CMA-ES Global Optimisation

Covariance Matrix Adaptation Evolution Strategy (CMA-ES) is a derivative-free global optimisation algorithm. The heterodyne package provides a CMA-ES wrapper built on evosax for cases where gradient-based NLSQ fails to find the global minimum.

When to Use CMA-ES

CMA-ES is most useful when:

  • NLSQ converges to a local minimum – Multi-start NLSQ with different initial points yields inconsistent solutions with similar \(\chi^2\) values.

  • The landscape is multi-modal – Bayesian inference reveals bimodal posteriors or shard disagreement.

  • Parameters are poorly constrained – The Jacobian is near-singular, and the covariance matrix is unreliable.

  • Initial guesses are poor – No good warm-start is available from prior measurements or physical intuition.

CMA-ES is not recommended as the default optimiser because:

  • It requires many more function evaluations than NLSQ (thousands vs. tens).

  • It does not provide a covariance matrix or Jacobian.

  • For well-behaved problems, NLSQ is faster and more precise.

CMAESConfig

The CMAESConfig dataclass controls the algorithm:

from heterodyne.optimization.nlsq.cmaes_wrapper import CMAESConfig

config = CMAESConfig(
    sigma0=0.25,            # Initial step-size (fraction of parameter range)
    population_size=64,     # Number of candidate solutions per generation
    max_generations=500,    # Maximum number of generations
    seed=42,                # JAX PRNG seed for reproducibility
)

Key parameters:

sigma0 (float, default 0.25)

Initial standard deviation of the search distribution, expressed as a fraction of the parameter range. A good default is ~1/4 of the expected parameter range. Too small: slow exploration. Too large: the search wastes evaluations on infeasible regions.

population_size (int)

Number of candidate solutions evaluated per generation. Larger populations improve exploration of multi-modal landscapes but increase computation per generation. The default heuristic is \(4 + \lfloor 3 \ln(n) \rfloor\) where \(n\) is the number of parameters.

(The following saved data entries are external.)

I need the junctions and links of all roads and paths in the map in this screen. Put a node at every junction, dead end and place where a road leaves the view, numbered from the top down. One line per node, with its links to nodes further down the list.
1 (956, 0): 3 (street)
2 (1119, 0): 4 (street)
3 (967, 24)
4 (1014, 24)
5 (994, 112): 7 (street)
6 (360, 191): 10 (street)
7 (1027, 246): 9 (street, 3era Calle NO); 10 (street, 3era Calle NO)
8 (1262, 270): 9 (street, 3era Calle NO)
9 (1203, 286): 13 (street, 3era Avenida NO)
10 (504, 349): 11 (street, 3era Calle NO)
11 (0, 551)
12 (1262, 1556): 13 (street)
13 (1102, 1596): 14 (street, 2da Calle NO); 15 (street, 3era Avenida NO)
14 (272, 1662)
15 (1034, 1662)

max_generations (int, default 500)

Upper bound on the number of generations. The algorithm may terminate earlier if convergence criteria are met.

seed (int)

JAX PRNG key for deterministic initialisation and sampling.

Running CMA-ES

The fit_with_cmaes() function accepts an objective function, initial parameters, and bounds:

from heterodyne.optimization.nlsq.cmaes_wrapper import fit_with_cmaes
import numpy as np

# Define objective (e.g., sum of squared residuals)
def objective(params: np.ndarray) -> float:
    residuals = model.residuals(params, c2_data, phi_angle=45.0)
    return float(np.sum(residuals ** 2))

result = fit_with_cmaes(
    objective_fn=objective,
    initial_params=nlsq_result.parameters,
    bounds=(lower_bounds, upper_bounds),
    config=config,
)

The result can then be used to warm-start a final NLSQ refinement or directly as input to the Bayesian pipeline.

Sigma Scheduling

CMA-ES adapts the covariance matrix of its search distribution automatically. The step-size \(\sigma\) evolves according to the cumulative step-size adaptation (CSA) rule, which increases \(\sigma\) when consecutive steps are correlated (moving in a consistent direction) and decreases it when steps are uncorrelated (oscillating around a minimum).

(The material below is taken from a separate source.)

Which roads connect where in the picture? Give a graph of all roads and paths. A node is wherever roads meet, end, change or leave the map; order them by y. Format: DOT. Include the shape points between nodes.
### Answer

No manual sigma schedule is needed. However, monitoring the \(\sigma\) trajectory (available in the result metadata) can help diagnose convergence problems:

  • Sigma decays steadily – Normal convergence toward a minimum.

  • Sigma oscillates without decaying – The landscape is flat or the population size is too small.

  • Sigma grows – The algorithm is escaping a local basin, which may be desirable in a multi-modal landscape.

Combining CMA-ES with NLSQ

A common pattern is to use CMA-ES for coarse global search, then refine with NLSQ:

# Step 1: Global search with CMA-ES
cmaes_result = fit_with_cmaes(
    objective_fn=objective,
    initial_params=initial_guess,
    bounds=(lb, ub),
    config=CMAESConfig(population_size=128, max_generations=300),
)

# Step 2: Local refinement with NLSQ
nlsq_result = fit_nlsq_jax(
    model=model,
    c2_data=c2_data,
    phi_angle=45.0,
    config=NLSQConfig(initial_params=cmaes_result),
)

This two-stage approach combines the global exploration of CMA-ES with the fast local convergence and uncertainty estimation of NLSQ.